Extracted data START

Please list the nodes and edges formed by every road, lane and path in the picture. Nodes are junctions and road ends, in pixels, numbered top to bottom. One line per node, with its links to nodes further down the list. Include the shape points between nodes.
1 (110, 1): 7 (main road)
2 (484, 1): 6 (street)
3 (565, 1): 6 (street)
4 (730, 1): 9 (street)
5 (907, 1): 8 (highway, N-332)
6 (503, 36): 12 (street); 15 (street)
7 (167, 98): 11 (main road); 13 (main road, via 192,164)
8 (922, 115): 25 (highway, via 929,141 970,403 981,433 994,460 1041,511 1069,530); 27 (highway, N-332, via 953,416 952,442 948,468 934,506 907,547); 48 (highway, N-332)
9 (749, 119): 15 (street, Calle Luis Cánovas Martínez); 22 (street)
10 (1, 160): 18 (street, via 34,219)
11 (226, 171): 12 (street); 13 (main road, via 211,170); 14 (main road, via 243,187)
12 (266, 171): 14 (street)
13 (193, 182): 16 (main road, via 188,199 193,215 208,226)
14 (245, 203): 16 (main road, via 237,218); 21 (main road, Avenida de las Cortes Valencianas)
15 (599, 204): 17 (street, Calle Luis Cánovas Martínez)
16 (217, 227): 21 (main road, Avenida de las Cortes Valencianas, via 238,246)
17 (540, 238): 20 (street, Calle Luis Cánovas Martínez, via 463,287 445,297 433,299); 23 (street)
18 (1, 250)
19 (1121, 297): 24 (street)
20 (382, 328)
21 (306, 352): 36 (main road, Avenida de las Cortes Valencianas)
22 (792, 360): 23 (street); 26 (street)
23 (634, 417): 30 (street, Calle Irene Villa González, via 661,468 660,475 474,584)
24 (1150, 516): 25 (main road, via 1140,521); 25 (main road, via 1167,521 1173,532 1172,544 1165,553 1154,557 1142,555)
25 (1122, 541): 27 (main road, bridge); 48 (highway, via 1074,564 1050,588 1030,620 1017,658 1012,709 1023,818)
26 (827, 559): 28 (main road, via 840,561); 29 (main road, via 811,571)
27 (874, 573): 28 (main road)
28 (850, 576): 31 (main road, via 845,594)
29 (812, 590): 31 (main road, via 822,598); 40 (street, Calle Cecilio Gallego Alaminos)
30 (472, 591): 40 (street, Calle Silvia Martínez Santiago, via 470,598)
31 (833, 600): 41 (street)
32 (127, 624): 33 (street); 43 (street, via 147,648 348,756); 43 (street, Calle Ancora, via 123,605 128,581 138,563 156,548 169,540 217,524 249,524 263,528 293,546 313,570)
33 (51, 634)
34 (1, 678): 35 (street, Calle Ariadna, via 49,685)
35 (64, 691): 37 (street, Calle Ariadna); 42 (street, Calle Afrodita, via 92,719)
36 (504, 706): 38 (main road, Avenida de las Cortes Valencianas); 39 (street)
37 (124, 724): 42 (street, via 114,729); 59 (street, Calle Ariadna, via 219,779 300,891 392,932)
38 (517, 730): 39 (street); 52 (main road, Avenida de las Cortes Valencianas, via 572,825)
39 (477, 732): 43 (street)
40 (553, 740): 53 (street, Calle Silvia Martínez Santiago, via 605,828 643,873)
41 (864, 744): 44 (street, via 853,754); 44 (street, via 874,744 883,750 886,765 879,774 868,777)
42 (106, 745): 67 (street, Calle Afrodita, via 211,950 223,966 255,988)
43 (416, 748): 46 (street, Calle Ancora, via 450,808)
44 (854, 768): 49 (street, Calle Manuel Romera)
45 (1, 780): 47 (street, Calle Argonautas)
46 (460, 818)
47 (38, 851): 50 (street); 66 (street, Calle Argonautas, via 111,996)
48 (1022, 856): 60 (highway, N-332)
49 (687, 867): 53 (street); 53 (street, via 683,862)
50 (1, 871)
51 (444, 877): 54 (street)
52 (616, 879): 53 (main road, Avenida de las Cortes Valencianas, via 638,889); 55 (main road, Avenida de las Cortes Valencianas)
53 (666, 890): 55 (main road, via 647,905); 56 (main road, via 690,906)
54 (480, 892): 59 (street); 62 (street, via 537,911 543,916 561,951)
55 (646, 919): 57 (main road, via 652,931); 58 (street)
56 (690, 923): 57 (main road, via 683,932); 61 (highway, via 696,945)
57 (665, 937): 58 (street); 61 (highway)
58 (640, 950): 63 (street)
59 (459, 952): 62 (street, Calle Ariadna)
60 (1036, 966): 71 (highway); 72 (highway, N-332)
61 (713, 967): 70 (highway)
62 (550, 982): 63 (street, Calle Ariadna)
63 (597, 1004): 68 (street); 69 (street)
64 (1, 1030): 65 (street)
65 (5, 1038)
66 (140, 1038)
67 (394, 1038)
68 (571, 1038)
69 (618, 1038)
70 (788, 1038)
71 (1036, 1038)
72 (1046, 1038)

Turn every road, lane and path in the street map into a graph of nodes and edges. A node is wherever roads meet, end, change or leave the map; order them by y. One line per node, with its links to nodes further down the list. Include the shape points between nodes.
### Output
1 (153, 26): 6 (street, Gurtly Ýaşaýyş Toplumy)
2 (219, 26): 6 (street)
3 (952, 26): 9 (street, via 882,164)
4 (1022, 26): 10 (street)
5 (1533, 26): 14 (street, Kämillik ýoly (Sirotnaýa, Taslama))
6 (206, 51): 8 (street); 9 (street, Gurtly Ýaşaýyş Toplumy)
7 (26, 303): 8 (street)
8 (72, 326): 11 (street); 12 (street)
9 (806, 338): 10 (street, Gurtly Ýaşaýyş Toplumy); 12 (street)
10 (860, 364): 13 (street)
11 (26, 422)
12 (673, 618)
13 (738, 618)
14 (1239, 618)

Extracted data END

From the data above, copy each line that holds "highway".

5 (907, 1): 8 (highway, N-332)
8 (922, 115): 25 (highway, via 929,141 970,403 981,433 994,460 1041,511 1069,530); 27 (highway, N-332, via 953,416 952,442 948,468 934,506 907,547); 48 (highway, N-332)
25 (1122, 541): 27 (main road, bridge); 48 (highway, via 1074,564 1050,588 1030,620 1017,658 1012,709 1023,818)
48 (1022, 856): 60 (highway, N-332)
56 (690, 923): 57 (main road, via 683,932); 61 (highway, via 696,945)
57 (665, 937): 58 (street); 61 (highway)
60 (1036, 966): 71 (highway); 72 (highway, N-332)
61 (713, 967): 70 (highway)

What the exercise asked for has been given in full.